*** Data for processing ***

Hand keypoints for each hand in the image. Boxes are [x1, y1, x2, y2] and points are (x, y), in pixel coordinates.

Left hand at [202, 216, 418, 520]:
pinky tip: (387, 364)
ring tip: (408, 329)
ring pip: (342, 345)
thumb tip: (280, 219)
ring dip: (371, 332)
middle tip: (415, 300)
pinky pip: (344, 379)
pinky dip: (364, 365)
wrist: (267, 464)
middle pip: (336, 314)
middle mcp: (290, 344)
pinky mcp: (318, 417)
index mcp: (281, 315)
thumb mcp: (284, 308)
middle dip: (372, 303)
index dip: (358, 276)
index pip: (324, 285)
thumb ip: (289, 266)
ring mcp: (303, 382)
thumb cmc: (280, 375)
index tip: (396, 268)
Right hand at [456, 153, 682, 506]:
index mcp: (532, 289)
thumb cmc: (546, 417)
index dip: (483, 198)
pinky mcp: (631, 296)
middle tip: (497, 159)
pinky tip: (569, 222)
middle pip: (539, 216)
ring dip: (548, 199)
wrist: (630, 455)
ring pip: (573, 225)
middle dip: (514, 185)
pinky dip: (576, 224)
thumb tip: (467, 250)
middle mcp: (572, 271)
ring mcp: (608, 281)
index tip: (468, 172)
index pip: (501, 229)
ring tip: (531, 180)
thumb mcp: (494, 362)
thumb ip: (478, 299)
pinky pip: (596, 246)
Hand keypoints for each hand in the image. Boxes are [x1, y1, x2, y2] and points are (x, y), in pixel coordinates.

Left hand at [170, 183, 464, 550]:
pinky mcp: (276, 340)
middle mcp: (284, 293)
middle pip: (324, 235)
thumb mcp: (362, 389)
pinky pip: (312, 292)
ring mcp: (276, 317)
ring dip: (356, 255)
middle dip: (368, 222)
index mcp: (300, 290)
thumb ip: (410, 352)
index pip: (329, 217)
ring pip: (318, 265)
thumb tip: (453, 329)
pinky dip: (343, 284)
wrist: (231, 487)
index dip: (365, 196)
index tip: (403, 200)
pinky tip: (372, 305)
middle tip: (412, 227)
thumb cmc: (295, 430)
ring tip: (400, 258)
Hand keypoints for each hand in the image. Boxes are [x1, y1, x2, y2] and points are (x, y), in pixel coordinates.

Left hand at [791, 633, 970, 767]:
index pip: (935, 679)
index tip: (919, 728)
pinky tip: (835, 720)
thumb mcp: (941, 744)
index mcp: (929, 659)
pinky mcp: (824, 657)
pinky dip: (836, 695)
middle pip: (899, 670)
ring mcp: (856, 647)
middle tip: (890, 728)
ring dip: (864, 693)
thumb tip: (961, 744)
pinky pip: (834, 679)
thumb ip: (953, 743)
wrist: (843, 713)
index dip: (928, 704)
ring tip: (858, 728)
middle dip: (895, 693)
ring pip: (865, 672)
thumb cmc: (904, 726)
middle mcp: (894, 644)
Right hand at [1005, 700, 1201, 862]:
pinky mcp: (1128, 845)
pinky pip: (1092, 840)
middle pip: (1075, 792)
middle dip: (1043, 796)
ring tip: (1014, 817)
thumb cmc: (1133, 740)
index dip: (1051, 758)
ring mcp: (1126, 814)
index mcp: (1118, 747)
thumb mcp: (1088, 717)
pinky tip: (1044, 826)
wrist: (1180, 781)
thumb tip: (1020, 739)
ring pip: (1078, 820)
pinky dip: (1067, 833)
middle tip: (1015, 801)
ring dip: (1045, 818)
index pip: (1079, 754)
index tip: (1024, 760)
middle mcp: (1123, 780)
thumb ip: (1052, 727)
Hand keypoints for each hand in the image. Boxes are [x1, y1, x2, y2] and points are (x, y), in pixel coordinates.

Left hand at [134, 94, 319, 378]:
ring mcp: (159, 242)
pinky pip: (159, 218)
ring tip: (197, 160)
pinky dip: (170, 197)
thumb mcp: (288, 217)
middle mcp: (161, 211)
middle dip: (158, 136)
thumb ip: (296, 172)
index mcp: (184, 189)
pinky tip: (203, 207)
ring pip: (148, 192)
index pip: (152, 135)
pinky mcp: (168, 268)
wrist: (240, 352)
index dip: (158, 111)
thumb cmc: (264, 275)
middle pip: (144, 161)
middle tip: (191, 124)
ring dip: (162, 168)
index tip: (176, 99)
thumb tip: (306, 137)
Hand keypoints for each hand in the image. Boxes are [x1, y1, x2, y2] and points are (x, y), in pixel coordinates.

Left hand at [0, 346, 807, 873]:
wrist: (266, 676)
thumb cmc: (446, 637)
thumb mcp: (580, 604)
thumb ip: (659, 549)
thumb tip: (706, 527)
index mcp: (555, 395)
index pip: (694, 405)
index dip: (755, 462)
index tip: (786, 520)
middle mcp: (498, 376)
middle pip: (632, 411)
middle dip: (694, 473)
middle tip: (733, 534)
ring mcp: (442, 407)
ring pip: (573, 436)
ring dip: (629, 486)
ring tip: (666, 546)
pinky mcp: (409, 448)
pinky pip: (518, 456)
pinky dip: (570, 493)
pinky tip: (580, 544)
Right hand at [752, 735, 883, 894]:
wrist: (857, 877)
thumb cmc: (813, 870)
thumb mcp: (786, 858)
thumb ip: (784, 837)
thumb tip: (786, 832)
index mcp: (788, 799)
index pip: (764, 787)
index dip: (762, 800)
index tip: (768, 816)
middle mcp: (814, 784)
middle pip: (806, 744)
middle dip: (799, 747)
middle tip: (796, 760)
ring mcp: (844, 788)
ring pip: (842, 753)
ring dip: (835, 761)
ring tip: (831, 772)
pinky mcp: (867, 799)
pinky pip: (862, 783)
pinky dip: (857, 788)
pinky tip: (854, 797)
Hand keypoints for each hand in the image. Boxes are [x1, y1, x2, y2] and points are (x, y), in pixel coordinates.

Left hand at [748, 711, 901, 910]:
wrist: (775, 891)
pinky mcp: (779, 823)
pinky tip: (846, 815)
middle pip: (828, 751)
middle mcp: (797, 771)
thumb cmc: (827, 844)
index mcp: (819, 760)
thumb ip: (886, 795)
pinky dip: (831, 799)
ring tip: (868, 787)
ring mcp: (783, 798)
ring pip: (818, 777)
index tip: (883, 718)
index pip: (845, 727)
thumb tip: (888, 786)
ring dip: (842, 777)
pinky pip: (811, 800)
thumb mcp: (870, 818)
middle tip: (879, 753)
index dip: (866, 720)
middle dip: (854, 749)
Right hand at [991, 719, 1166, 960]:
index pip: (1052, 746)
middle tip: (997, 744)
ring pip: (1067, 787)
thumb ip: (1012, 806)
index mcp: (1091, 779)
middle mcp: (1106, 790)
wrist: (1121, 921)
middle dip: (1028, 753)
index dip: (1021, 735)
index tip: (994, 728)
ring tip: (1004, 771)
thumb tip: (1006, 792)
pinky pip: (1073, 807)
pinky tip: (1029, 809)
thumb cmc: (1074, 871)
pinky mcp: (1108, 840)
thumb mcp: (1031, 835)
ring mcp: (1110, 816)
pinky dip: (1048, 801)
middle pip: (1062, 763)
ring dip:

*** End of Data for processing ***

**Exercise brief**
Where a line above contains the word "wrist", copy that line.

**Result of the task**
wrist: (267, 464)
wrist: (630, 455)
wrist: (231, 487)
wrist: (843, 713)
wrist: (1180, 781)
wrist: (240, 352)
wrist: (266, 676)
wrist: (857, 877)
wrist: (775, 891)
wrist: (1121, 921)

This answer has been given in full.